## What the task asks
Please count the lines below that contain the word "Пушкинская", and reply with that number alone.

Records for this exercise section start

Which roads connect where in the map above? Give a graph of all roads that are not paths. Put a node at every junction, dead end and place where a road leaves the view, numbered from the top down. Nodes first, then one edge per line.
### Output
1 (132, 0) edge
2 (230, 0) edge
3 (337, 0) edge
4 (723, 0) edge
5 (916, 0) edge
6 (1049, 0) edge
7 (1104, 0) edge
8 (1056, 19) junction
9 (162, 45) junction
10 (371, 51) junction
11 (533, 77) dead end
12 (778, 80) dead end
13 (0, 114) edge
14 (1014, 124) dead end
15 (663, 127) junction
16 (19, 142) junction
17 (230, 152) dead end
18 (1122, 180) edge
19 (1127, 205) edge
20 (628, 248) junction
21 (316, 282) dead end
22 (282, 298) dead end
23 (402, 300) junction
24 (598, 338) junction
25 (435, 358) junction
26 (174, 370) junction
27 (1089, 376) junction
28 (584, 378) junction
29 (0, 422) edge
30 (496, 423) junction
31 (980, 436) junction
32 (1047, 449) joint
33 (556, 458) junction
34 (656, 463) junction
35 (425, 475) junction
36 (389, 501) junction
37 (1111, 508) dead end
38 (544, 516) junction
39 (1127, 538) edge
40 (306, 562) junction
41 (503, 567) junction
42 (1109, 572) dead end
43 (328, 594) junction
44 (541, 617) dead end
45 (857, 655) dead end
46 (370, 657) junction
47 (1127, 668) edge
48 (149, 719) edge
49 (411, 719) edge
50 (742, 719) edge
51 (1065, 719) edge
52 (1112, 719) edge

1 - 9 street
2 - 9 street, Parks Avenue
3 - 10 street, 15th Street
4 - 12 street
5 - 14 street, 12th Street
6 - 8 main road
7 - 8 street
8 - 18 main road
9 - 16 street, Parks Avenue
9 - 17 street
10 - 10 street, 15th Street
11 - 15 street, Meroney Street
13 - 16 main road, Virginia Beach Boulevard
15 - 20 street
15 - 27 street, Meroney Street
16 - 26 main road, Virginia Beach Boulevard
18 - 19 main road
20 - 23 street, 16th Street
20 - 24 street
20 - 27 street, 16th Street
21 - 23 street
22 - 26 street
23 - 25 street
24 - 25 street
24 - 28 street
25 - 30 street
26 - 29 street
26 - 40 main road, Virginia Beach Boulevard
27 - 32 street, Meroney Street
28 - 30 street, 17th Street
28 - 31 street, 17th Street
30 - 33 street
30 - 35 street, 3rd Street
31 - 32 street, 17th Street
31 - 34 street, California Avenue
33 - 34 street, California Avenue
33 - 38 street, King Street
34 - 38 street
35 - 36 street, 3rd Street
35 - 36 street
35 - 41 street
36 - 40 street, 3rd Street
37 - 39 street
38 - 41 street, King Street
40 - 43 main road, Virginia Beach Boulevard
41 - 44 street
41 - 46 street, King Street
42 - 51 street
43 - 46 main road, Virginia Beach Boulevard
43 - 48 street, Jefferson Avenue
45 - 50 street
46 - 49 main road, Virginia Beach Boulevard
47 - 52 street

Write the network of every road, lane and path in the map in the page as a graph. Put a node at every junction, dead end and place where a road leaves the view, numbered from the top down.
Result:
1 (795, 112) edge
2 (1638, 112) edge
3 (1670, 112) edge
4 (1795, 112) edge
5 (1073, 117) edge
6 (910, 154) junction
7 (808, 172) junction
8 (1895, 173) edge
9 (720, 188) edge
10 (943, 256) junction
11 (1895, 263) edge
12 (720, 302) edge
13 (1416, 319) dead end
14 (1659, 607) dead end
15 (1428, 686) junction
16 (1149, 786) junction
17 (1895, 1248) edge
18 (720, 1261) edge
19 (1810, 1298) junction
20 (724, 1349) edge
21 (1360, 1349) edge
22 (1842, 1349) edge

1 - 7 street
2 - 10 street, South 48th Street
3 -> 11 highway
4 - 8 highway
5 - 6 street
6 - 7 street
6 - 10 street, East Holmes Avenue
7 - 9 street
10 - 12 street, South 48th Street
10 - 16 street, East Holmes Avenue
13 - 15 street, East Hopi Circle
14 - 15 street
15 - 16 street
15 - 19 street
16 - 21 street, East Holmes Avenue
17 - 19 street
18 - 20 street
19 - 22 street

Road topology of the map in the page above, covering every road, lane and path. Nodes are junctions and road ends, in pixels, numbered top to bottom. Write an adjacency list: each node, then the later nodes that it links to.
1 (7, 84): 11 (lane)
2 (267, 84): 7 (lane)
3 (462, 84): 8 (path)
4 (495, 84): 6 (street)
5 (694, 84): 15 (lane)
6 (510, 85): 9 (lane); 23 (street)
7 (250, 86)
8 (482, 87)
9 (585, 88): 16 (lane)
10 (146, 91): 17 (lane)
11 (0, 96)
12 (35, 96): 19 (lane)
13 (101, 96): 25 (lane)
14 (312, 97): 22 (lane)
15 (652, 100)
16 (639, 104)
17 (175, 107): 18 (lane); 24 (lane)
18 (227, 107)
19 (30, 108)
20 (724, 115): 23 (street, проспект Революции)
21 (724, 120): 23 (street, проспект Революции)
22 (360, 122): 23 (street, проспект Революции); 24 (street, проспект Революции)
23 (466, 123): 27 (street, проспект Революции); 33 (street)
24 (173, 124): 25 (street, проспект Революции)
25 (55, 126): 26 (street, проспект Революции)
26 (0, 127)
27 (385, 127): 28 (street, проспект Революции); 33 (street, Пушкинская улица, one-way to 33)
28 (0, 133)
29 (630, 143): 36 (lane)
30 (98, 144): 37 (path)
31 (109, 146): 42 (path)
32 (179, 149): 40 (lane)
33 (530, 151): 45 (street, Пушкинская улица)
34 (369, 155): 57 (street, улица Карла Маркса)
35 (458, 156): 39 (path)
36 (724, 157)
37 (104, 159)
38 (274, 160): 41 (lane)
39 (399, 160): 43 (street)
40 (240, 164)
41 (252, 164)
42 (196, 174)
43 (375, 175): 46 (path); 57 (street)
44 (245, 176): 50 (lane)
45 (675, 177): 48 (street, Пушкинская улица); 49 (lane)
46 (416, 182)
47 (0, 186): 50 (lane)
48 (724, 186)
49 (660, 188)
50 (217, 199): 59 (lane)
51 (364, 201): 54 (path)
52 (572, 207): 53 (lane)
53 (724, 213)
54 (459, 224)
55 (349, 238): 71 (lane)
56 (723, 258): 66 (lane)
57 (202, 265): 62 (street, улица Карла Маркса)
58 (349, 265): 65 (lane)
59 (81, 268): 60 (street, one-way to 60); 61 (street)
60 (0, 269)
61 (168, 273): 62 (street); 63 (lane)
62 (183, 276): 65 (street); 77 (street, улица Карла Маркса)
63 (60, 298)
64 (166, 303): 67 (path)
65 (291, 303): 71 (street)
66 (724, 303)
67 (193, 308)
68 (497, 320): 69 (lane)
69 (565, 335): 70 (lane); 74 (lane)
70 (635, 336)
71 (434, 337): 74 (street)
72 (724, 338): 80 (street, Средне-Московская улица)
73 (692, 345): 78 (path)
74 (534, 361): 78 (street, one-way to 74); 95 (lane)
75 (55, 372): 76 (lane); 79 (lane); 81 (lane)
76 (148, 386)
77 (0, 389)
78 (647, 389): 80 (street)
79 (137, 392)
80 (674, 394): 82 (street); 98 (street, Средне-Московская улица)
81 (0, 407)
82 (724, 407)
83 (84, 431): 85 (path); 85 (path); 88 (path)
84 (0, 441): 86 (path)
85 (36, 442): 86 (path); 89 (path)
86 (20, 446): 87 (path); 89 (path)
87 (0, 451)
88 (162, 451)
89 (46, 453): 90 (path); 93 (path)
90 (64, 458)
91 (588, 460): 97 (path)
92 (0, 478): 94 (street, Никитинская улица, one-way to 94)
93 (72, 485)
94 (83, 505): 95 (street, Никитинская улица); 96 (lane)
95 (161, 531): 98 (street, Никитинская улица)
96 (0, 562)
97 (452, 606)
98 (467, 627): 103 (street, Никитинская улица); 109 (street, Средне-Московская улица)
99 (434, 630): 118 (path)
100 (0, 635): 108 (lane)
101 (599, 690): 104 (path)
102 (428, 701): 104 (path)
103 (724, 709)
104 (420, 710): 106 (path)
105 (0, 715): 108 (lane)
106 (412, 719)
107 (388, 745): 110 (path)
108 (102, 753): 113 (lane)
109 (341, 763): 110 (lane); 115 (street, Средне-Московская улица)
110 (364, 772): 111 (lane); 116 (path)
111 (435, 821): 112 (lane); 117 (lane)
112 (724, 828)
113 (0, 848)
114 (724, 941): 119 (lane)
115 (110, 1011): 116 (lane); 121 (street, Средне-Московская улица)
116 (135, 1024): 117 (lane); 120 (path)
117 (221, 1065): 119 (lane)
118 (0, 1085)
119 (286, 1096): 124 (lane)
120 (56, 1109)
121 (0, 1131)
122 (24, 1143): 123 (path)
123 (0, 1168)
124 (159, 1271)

Records for this exercise section end

## Answer to the exercise
3